====== Material for the task ======

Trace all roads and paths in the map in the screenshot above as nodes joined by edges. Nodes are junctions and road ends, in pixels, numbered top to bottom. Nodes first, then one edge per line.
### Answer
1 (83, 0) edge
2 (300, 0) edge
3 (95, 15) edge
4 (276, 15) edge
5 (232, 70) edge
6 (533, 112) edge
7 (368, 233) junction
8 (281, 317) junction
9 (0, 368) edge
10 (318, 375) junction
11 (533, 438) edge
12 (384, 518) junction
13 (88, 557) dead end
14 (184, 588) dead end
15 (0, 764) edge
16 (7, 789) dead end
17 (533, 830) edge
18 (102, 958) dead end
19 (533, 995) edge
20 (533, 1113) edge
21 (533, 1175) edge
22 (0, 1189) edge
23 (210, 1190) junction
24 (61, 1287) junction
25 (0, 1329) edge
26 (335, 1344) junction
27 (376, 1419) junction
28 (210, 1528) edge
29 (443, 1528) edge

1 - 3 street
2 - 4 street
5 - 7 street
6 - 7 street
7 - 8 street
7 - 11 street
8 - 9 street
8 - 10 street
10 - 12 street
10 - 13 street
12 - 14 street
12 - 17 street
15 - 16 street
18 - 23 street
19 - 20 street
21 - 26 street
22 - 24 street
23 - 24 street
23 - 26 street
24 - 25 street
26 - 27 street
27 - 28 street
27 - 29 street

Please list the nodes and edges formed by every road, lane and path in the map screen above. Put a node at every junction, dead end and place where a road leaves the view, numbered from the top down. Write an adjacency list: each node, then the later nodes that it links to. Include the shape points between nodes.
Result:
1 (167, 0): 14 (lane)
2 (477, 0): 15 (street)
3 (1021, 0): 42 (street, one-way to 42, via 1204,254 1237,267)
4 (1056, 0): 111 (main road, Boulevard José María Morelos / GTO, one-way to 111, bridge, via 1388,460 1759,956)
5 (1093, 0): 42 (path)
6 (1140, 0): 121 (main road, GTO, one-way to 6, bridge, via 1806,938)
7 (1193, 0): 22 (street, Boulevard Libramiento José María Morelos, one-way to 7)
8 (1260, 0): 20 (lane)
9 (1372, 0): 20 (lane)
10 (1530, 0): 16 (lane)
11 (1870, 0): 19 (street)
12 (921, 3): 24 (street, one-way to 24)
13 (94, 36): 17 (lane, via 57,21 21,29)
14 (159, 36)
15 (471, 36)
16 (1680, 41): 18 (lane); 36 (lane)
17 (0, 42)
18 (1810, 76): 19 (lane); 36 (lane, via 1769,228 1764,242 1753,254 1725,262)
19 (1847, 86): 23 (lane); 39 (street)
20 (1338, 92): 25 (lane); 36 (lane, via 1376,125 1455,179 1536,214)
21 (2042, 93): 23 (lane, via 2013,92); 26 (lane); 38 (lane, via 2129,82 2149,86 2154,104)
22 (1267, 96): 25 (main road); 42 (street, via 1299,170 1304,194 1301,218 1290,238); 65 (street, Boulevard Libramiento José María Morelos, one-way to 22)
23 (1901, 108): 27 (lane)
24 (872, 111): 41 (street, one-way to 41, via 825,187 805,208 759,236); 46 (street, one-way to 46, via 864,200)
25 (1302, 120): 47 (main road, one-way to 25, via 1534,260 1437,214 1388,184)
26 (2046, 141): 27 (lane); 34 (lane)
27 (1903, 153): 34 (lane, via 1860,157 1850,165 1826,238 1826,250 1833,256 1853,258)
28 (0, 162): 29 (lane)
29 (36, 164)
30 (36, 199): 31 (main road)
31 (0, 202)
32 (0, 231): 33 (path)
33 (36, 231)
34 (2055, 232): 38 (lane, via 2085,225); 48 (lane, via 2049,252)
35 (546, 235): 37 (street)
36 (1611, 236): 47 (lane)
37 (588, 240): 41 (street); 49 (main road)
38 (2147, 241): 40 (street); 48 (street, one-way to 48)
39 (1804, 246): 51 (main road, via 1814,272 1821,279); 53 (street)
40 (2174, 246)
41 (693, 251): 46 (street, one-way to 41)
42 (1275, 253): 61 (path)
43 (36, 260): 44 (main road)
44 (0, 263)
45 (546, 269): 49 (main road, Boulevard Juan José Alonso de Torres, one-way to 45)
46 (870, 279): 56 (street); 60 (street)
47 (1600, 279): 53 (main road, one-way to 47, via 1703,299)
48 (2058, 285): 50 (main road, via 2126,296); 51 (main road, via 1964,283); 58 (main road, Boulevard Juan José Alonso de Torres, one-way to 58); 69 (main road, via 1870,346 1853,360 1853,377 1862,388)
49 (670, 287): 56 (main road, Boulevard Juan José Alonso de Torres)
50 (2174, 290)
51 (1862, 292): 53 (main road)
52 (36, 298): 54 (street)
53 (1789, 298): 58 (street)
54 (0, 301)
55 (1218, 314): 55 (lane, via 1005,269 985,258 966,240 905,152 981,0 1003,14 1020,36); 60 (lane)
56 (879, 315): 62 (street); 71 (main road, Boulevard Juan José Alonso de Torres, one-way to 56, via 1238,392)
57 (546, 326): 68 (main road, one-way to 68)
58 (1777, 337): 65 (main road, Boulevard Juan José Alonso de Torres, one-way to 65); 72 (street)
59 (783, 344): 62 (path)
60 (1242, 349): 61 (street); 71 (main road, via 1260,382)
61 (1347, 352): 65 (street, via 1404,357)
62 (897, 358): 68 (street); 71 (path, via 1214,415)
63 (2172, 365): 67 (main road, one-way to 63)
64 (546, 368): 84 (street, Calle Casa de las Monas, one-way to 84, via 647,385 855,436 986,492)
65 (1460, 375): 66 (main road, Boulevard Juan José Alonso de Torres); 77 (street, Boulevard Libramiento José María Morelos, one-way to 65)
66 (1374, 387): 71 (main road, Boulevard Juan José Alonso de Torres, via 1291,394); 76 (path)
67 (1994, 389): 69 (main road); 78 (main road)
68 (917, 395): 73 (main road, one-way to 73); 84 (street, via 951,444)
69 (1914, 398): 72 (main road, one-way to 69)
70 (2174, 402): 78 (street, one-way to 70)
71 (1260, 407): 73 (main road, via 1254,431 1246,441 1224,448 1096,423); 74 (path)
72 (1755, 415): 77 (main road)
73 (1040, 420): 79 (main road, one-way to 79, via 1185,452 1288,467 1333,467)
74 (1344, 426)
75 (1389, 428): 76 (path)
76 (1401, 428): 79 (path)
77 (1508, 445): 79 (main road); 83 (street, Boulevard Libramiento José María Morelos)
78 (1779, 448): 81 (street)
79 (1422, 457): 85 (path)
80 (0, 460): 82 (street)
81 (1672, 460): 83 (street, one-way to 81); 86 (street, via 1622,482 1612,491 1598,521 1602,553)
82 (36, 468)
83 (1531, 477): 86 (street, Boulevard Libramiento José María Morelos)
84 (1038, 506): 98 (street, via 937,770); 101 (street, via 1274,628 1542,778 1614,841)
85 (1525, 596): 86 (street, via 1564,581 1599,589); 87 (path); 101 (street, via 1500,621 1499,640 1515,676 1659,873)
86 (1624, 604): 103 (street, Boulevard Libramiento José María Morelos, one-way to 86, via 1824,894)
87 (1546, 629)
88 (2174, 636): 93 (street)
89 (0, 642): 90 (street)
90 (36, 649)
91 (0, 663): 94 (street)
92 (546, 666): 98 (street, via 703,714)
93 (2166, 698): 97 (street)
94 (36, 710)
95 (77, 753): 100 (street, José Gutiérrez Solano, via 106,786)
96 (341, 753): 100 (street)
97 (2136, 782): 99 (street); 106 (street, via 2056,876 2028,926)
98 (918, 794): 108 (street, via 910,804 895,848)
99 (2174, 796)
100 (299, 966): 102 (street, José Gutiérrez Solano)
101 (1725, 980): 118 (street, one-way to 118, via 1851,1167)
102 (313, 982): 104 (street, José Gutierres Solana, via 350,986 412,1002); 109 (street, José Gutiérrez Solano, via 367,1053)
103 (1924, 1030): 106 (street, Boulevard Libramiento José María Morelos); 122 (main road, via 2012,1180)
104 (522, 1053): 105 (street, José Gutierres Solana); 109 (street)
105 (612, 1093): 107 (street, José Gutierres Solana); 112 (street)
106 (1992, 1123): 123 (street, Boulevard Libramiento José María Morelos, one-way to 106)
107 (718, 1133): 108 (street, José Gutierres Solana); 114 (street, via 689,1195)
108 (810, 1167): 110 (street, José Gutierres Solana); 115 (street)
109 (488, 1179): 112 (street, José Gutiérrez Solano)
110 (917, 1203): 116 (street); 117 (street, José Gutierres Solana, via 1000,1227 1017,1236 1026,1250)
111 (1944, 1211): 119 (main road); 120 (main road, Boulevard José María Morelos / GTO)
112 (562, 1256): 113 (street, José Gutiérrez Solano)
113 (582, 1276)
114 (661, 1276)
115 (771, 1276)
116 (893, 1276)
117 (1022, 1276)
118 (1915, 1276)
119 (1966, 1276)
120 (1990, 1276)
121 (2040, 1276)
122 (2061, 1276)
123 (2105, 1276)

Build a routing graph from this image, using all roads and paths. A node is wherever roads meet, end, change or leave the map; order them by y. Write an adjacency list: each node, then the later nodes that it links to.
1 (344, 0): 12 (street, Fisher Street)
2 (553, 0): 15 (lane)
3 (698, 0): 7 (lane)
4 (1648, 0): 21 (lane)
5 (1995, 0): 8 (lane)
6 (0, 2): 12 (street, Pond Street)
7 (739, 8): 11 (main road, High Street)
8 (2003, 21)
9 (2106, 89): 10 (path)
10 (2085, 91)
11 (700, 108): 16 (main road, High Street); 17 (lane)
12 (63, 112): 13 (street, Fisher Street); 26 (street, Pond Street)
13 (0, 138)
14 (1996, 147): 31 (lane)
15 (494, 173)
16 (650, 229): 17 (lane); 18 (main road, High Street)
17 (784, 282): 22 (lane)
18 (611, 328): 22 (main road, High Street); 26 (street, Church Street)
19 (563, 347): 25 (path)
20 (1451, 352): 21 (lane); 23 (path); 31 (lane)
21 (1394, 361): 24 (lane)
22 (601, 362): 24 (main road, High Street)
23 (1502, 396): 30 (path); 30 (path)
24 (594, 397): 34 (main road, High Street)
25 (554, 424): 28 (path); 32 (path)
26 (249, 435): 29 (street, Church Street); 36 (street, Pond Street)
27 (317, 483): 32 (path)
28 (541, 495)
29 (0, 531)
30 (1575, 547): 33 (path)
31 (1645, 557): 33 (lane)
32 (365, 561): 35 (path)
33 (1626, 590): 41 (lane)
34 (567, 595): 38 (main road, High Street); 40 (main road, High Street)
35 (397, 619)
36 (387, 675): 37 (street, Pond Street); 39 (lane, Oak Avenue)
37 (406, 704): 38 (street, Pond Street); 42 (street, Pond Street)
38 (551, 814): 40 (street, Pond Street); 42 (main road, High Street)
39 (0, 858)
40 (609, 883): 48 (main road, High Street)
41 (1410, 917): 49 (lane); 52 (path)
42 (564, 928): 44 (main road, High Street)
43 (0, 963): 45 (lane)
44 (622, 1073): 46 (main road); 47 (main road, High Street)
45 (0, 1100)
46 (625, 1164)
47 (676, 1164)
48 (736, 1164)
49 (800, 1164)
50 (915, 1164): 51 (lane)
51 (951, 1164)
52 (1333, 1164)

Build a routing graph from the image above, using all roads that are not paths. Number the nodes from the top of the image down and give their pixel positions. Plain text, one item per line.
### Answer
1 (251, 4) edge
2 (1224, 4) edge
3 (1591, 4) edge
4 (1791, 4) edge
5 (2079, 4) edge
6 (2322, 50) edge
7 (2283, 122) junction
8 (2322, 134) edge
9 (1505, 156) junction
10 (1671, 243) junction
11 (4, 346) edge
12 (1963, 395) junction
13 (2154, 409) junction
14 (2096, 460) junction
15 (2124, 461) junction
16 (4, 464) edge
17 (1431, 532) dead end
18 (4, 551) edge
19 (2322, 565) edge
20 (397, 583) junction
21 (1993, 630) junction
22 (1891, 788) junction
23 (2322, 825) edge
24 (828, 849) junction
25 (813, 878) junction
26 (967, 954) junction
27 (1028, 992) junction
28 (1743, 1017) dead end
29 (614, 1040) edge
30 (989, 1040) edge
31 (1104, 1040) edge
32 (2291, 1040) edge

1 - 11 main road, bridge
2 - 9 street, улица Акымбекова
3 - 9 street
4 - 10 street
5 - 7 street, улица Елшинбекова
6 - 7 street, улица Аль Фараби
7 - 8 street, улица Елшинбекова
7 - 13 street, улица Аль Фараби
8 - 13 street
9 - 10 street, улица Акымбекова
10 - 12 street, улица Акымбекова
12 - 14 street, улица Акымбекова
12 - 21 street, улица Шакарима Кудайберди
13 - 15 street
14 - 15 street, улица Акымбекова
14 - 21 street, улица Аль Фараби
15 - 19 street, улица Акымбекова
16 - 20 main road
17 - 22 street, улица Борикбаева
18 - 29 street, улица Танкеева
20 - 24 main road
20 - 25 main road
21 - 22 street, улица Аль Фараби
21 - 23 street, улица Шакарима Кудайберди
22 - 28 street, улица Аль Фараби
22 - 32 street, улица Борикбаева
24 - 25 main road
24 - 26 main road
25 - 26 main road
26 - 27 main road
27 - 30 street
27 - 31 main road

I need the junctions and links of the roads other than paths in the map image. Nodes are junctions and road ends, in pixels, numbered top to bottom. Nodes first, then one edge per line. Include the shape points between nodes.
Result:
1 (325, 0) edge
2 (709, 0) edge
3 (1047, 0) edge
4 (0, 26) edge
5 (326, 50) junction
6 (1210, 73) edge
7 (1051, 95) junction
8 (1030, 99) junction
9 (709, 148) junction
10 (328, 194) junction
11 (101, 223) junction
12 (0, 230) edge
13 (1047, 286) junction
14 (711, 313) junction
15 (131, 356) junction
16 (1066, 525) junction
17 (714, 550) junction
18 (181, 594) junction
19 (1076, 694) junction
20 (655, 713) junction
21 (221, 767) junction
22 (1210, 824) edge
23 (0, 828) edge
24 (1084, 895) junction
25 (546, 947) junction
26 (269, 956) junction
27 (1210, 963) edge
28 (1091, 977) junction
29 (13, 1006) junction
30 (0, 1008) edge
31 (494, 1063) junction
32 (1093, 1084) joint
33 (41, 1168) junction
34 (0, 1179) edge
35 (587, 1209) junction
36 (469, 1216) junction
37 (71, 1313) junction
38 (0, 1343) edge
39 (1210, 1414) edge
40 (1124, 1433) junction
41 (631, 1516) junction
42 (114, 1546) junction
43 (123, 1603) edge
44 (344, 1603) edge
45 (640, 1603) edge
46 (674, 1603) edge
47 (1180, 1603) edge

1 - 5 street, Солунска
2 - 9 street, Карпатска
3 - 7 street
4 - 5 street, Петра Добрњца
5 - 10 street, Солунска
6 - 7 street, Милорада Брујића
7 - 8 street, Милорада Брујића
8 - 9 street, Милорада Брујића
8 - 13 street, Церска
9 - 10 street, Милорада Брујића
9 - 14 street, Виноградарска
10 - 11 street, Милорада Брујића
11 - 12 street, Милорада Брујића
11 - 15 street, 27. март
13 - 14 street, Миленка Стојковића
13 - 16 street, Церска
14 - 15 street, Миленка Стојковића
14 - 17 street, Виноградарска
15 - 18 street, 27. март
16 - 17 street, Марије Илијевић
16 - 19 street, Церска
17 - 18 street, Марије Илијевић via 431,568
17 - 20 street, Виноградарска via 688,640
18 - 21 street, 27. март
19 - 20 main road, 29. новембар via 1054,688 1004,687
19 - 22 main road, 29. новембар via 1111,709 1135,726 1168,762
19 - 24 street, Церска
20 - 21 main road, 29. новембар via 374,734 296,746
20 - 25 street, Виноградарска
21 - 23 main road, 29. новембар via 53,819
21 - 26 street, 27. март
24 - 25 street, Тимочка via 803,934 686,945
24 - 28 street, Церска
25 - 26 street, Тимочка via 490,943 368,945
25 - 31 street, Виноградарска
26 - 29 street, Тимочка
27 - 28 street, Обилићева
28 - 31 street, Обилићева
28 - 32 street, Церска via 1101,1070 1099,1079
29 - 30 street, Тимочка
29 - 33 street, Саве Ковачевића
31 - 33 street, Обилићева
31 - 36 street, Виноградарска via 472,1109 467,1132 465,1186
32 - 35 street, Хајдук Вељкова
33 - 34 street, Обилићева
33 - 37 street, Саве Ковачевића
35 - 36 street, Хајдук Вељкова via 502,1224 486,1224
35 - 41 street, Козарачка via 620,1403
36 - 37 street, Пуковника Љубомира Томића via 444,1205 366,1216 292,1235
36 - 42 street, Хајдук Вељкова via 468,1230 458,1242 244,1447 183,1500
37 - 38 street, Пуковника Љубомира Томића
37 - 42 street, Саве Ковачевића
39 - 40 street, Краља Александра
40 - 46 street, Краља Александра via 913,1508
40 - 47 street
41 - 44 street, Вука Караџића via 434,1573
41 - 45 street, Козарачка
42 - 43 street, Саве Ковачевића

======

Problem » Report every line in the data that holds "Кудайберди", copying each one.

Task output »
12 - 21 street, улица Шакарима Кудайберди
21 - 23 street, улица Шакарима Кудайберди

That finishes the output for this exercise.